Experts say low-income households may welcome the move, but "political pressure" on companies could ultimately harm both the rich and poor.
Large companies in China aren't immune to pressure from the Chinese Communist Party (CCP) — after Alibaba's Jack Ma criticised China's financial governance, his Ant Group's $3 trillion initial public offering (IPO) bid was scuttled and he "disappeared" for months.
This year, the Chinese government also launched its e-currency to weaken Alibaba's and Tencent's financial influence on the digital payment system.
Mr Xi has used the term "common prosperity" 65 times in his speeches this year alone, and called it the "original quintessence" of socialism.
The ultimate goal, he said, is to reduce the social inequality and wealth gap in the country.
Is social responsibility symbolic?
Bloomberg reports that 73 of China's listed firms, both private and state-run, have told their shareholders they will be making contributions to "common prosperity".
Tencent, which owns the popular social media app WeChat, said its social responsibility fund has reached 100 billion yuan ($20.8 billion).
The company said half of it would be used for "sustainable social value innovation", and the rest would go into social charity programs to contribute to "common prosperity".
Meanwhile, e-commerce giant Alibaba has announced it will invest the same amount by 2025 to support "common prosperity" in China.
In a statement, it vowed to "support the growth of micro, small- and medium-sized enterprises", "increase investments in technology to support the digitalisation of underdeveloped areas", and "enhance healthcare capability in less developed areas".
"Under the one-party regime, businesses are facing huge pressures," said Professor Yang Dali, an expert in Chinese politics at the University of Chicago.
"The very important one is the political pressure."
Dr Li Wei, a Chinese economy expert at the University of Sydney, said the social responsibility of Chinese firms was largely compliance-based and symbolic, driven by external top-down pressures.
She said traditionally, social responsibility was meant to be a voluntary act that companies are not legally obliged to do.
Professor Yang said it was crucial for China to let businesses do charity under the legal framework, rather than coercing them.
"Doing it under political pressure will make entrepreneurs feel unsafe in this political system. It will prejudice economic development in the long term."
Addressing wealth gap won't 'rob rich to pay poor'
The slogan "common prosperity" is a long-standing idea in the Chinese Communist Party (CCP).
It was introduced by the People's Republic of China's founding father, Mao Zedong, in 1955 to pursue a more egalitarian society.
Three years later, a social-economic campaign called the "Great Leap Forward" was implemented.
The campaign caused tremendous economic damage and tens of millions of deaths in the resulting famine.
Higher-level Chinese officials are now trying to distance Mr Xi's slogan from Mao's and clarify its meaning.

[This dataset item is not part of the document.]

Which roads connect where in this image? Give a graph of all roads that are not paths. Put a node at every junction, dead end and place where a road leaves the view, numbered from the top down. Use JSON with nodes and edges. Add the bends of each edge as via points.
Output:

Han Wenxiu, deputy director of the Central Financial and Economic Affairs Commission Office, reassured citizens the Chinese government would not "rob the rich to help the poor".
He said the idea was not "egalitarianism" but "reducing the wealth distribution gap between the urban and rural areas and firmly preventing polarisation."

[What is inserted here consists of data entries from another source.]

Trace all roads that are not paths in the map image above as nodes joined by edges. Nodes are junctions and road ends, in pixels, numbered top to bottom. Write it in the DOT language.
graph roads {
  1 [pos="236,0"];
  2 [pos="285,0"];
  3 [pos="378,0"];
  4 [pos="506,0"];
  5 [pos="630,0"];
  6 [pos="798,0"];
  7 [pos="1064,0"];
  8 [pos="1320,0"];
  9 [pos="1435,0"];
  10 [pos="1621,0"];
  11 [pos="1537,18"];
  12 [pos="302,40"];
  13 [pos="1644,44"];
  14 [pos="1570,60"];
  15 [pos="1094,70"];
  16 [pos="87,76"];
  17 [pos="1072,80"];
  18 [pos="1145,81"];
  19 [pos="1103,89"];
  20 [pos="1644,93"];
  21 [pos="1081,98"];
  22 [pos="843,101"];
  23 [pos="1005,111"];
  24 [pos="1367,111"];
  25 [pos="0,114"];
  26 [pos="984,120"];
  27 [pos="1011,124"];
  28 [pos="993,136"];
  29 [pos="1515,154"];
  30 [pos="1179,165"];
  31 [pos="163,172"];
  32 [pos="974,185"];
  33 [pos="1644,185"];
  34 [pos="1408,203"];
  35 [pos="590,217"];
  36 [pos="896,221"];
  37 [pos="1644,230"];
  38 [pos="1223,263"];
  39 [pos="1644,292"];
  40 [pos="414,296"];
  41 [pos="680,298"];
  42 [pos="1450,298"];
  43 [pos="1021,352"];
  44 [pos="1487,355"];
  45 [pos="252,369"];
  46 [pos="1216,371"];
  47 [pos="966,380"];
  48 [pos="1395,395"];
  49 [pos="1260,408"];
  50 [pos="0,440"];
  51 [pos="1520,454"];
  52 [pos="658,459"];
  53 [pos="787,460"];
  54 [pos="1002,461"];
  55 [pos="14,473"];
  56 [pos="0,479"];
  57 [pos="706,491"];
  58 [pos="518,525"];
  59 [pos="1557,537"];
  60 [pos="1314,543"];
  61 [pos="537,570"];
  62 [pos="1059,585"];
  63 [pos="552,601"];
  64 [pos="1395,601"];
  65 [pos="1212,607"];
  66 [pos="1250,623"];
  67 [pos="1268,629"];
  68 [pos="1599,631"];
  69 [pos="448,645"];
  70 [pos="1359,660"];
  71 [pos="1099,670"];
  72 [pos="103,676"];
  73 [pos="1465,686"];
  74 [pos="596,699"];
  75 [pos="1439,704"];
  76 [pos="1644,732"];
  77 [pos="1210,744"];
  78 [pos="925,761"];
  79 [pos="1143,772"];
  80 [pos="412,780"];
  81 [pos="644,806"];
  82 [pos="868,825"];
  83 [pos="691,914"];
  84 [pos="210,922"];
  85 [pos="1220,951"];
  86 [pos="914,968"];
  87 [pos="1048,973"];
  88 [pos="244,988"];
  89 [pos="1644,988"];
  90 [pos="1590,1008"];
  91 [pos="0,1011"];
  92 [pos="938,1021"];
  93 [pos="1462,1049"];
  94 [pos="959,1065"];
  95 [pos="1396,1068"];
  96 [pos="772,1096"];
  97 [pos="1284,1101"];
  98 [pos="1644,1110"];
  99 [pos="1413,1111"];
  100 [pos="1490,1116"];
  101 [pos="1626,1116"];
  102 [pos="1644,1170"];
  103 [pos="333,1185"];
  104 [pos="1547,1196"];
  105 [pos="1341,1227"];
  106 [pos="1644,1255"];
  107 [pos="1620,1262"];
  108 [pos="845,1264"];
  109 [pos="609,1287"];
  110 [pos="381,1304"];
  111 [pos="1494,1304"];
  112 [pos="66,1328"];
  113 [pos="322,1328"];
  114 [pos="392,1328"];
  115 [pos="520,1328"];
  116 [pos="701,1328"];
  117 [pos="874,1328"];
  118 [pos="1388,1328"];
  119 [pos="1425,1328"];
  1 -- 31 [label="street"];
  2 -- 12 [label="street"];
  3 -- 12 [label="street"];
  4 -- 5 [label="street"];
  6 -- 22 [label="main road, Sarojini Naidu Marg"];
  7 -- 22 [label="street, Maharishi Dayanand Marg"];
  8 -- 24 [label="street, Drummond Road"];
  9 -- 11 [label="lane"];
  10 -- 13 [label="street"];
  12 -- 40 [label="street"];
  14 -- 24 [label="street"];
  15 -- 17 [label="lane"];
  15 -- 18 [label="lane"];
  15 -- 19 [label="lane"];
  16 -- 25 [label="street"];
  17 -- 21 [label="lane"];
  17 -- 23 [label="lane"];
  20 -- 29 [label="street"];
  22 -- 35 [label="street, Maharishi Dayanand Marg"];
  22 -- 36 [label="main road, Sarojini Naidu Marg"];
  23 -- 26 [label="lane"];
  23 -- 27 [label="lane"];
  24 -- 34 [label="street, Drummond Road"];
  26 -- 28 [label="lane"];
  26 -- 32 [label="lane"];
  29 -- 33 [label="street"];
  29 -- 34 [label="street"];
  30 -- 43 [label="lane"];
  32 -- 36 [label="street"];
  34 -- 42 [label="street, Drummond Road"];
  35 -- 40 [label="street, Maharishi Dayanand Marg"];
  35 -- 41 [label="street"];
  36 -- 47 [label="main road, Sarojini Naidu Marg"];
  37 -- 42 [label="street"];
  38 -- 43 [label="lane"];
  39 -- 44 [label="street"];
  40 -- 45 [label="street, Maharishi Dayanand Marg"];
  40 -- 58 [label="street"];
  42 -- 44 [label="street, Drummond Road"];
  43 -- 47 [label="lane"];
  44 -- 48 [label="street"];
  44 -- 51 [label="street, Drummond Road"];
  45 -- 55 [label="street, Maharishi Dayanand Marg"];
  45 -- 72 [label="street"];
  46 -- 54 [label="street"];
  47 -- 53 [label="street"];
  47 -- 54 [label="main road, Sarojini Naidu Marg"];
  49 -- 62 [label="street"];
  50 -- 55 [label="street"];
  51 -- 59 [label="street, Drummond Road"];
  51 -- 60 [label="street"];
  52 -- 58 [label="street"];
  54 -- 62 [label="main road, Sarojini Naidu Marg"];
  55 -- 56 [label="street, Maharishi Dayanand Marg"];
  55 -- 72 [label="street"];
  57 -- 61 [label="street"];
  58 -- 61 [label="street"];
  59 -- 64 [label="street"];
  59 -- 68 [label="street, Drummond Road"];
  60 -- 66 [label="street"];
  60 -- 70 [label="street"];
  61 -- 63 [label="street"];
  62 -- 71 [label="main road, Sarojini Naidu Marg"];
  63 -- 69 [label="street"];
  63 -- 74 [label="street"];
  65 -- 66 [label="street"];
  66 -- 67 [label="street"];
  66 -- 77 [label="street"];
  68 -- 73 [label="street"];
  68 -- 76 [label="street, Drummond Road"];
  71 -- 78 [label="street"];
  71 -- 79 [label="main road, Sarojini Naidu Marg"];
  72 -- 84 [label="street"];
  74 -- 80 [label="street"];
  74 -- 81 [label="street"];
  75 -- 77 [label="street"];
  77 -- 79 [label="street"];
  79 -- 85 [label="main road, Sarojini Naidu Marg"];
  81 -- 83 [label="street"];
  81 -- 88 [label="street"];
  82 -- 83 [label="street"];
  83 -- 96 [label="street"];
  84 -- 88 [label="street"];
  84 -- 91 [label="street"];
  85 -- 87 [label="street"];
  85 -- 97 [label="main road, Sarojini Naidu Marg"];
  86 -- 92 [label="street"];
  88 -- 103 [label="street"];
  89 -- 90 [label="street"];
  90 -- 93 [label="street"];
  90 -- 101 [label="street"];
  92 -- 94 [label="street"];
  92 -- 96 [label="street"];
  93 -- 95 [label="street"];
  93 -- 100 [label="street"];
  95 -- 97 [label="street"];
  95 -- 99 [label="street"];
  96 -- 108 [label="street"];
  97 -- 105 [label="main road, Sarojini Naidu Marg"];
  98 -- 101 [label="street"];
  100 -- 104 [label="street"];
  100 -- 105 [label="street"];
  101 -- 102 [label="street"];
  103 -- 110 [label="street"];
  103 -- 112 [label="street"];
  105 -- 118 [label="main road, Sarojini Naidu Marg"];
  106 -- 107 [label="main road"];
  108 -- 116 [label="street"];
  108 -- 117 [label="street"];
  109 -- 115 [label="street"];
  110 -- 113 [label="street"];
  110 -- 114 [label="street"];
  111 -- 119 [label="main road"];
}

Expanding middle class to avoid instability
China is the second-largest economy in the world, but United Nations data shows that China's richest 1 per cent possess more than 30 per cent of the country's wealth.
"The low-income community shall welcome this idea," Professor Yang said.
Ye Tan, a Shanghai-based independent financial commentator, told the ABC that "widening the social wealth gap will cause social instability".
She said when a society polarised into rich and poor, it needed to readjust.
China, she added, "which has been flourishing and developing for more than 30 years", was hoping to avoid the wealth gap trap and expand its middle class.
She said China would adopt "the European way" in the future for pursuing an equal society.
"The direction would be high tax and balanced welfare."
Professor Yang said China was pushing to expand demand and increase consumption in the domestic market, so it had to ensure consumers "have enough money".
"China is an upper-middle-income country, while some regions are already high-income areas," he said.
That means it has to consider wealth distribution at this stage, he added.
"As China grows its economy and faces pressing social and environmental issues, the legitimacy of the CCP increasingly relies on not just GDP figures but also social coercion and overcoming the middle-income trap," Dr Li said.